You can spin this into a case for reduced regulation--regulators are likely to mess up, so why bother? But it can also point toward an approach based not so much on discretion as on rules, the simpler the better. I first encountered this argument last fall in the work of left-leaning blogger Matthew Yglesias--he advocated "crude measures" like the old ban on interstate banking. Lately, though, I've been hearing similar suggestions from those of a conservative, University of Chicago bent. "When you give a lot of discretion to regulators, they don't use the tools that are given to them," Chicago economist Gary Becker said at a conference this spring. His prescription: rules, not leeway.
Another way of saying this is that when evaluating a particular financial regulation proposal, ask yourself this question: Would these regulations have worked if Alan Greenspan hadn't wanted to implement them? Because that's the world we were in during the rise of the subprime bubble. And some things worked, and some things didn't. The Federal Deposit Insurance Corp., for instance, worked beautifully. No one asked regulators if they wanted to insure individual deposits up to $100,000. It was just the rule. And there was, amazingly, not a single instance of an old-fashioned bank run.

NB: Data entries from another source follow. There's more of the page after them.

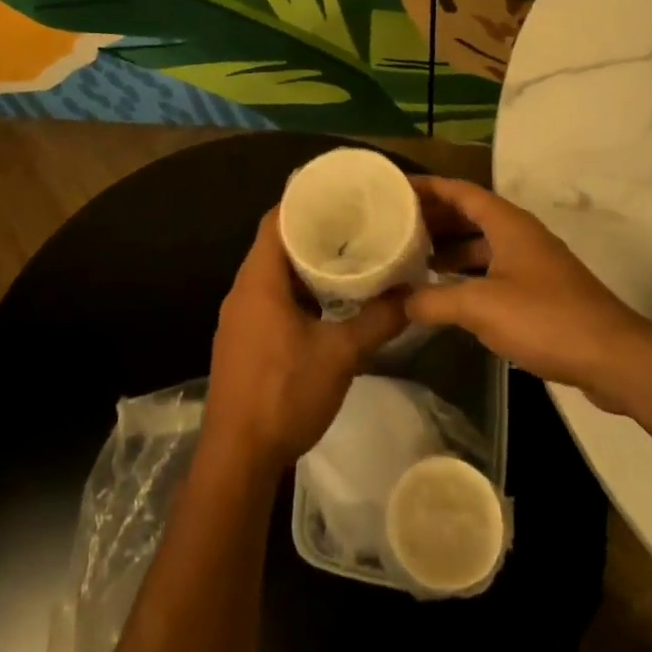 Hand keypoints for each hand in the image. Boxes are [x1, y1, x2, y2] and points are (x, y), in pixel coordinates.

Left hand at [199, 209, 407, 475]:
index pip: (276, 220)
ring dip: (306, 265)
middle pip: (276, 244)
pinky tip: (328, 302)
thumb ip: (378, 320)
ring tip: (348, 257)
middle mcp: (243, 290)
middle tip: (355, 224)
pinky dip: (298, 291)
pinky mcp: (243, 340)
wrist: (238, 456)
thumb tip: (413, 294)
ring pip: (274, 274)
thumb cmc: (284, 394)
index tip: (340, 195)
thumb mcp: (341, 355)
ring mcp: (240, 317)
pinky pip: (270, 298)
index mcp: (259, 280)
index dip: (305, 202)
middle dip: (313, 232)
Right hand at [407, 177, 648, 407]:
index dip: (426, 186)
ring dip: (450, 248)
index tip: (393, 188)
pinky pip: (493, 269)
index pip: (459, 191)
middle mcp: (520, 234)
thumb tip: (399, 301)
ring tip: (412, 259)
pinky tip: (447, 293)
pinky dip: (467, 274)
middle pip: (469, 214)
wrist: (613, 357)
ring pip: (481, 244)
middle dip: (433, 218)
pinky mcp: (540, 290)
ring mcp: (532, 262)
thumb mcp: (480, 307)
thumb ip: (434, 300)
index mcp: (507, 223)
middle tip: (393, 226)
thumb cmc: (545, 318) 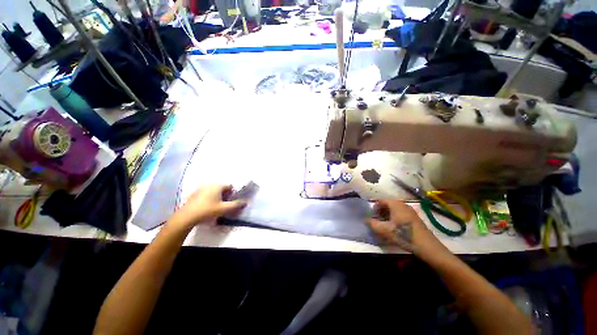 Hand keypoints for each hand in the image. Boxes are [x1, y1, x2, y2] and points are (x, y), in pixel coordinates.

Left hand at [170, 184, 246, 227]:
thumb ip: (236, 205)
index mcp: (217, 185)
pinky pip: (207, 193)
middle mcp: (209, 184)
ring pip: (214, 191)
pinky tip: (208, 206)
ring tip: (217, 206)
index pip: (230, 186)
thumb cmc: (207, 210)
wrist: (186, 217)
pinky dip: (210, 198)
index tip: (231, 201)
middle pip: (222, 188)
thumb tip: (245, 202)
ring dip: (218, 197)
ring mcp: (201, 188)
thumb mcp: (224, 208)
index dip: (233, 193)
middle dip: (225, 195)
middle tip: (225, 204)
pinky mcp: (195, 194)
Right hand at [367, 199, 442, 254]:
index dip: (374, 207)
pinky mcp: (414, 218)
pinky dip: (394, 218)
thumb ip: (372, 223)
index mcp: (395, 204)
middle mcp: (403, 204)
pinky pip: (400, 214)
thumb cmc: (404, 235)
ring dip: (387, 215)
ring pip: (394, 209)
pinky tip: (394, 228)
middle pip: (388, 204)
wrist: (427, 246)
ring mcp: (410, 211)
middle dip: (380, 211)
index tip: (371, 215)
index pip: (381, 200)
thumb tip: (365, 219)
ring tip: (384, 225)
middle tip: (376, 220)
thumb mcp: (384, 230)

Conversely, the Federal Reserve had plenty of authority to regulate subprime mortgages. In fact, Ed Gramlich, of the Fed governors, brought the issue to Greenspan's direct attention. He was shot down. Bubbles, we know, are accompanied by manias. People think this time is different. They have equations and rationalizations. They write books like "Dow 36,000" and "Why the Real Estate Boom Will Not Bust - And How You Can Profit from It." And Ronald Reagan's protestations aside, regulators are people too. A regulatory strategy built around the presupposition that regulators will resist the prevailing sentiment of the day is a regulatory strategy that will fail when it most needs to succeed. After all, when everyone knows the market shouldn't be doing something, you rarely need regulators to convince it of that fact.